嬉しい、お話。

今日のことです。ウィンドウから棚の商品を長くじっとご覧になられている方がおられまして。そうこうしているうちにお店の中に入ってこられて、杖をついておられて、うちの入口には地面の傾斜を治すためにどうしても段差が出来てしまっています、その段差もあり時間がかかりました。すぐに椅子をご用意して座っていただきました。

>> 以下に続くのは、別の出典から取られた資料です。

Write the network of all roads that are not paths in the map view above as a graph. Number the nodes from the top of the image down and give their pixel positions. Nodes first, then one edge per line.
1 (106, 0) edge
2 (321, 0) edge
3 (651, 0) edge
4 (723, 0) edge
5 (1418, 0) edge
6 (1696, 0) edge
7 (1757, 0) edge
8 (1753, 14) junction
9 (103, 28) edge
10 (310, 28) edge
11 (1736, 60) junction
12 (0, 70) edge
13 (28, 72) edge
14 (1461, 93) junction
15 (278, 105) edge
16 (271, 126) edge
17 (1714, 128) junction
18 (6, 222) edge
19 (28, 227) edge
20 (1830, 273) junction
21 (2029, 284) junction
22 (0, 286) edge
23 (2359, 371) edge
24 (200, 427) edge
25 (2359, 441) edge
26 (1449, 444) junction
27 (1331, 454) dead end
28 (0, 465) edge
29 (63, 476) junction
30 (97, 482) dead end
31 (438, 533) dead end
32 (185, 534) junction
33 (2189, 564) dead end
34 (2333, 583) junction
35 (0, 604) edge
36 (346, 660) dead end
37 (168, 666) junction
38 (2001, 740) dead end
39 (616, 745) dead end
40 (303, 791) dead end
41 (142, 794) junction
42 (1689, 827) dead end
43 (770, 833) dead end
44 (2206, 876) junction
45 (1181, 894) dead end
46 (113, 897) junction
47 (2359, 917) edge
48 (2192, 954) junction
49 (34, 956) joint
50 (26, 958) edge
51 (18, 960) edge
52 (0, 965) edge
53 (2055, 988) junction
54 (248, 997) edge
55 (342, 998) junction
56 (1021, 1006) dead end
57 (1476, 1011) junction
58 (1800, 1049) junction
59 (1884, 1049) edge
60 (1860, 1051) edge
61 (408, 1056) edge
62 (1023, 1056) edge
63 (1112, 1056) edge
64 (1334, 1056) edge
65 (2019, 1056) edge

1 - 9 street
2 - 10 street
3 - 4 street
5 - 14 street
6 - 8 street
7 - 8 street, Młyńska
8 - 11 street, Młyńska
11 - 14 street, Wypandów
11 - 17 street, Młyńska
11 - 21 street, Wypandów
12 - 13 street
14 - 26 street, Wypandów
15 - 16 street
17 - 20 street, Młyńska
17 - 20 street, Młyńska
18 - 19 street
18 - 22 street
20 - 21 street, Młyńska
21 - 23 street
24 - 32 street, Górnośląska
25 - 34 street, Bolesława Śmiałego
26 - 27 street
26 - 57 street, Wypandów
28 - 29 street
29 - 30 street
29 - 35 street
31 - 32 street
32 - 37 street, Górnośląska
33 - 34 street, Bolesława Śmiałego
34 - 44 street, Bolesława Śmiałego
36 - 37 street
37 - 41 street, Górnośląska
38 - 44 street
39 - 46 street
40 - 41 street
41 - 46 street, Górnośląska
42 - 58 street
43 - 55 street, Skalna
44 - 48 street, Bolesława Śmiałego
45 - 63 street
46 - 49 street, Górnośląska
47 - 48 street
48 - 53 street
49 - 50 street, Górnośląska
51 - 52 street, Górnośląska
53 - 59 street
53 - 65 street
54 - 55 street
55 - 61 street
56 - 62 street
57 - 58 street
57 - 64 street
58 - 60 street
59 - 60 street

これがいいんだよね、好きなんだとおっしゃっていただいたのはマイケル・テイラーさんのマグでした。いいんだなぁこれ、前から前通るたびに見ていてね、いつもいいよね、いいと思っていたんだよ、と、そして、いい値段するからねぇ、欲しいけどなぁ、、、こっちもいいねぇと、指さされたのが服部克哉さんの最後の一個で残っていた飴色のマグ、もう選ぶものがピンポイントですごいセンス、何もまだ商品のことなど申し上げていない段階で、話が進むにつれて、わかってきたこと、お歳はまもなく100歳になられると、大正生まれなんだよと、昭和が64年、平成は31年、令和も4年だから、それだけで99歳、なんとなんと、前をよく歩かれているのも、ご近所の”おじいちゃま”だということも存じていまして、しかもうちで買っていただくのも、2回目なんだけどさ、前のをさ割っちゃったんだよ、だからまた欲しくてねと、なんと嬉しいお言葉ぞくぞくと、感動のあらし、こんな雨の日なのに、、、服部克哉さんのマグをお求めいただいて、お帰りいただくお背中に深々と礼とお見送りをするとすぐご近所のお店に入っていかれて、あぁぁ、あのお店さんのおじいちゃまだった!とご近所とはわかっていてもどちらかは分からなかったのが確信に、あわてて、うちのオリジナルの焙じ茶のティーバッグをもってお店さんに伺うと座っておられて、あぁっと、これすみませんマグと一緒に呑んでくださいとお渡ししました。とても喜んでいただきました、それがまた嬉しくて。確か、お若いころに横濱の話らしく、船に乗っておられてコックさんをされていたように、そしてその後この地でお店を開業されたという、お話を以前他の人からお聞きしていました。ご近所さまにお支えていただいている私たちでございます、またそれを嬉しくも実感いたしました、というお話です。お買い上げをありがとうございました!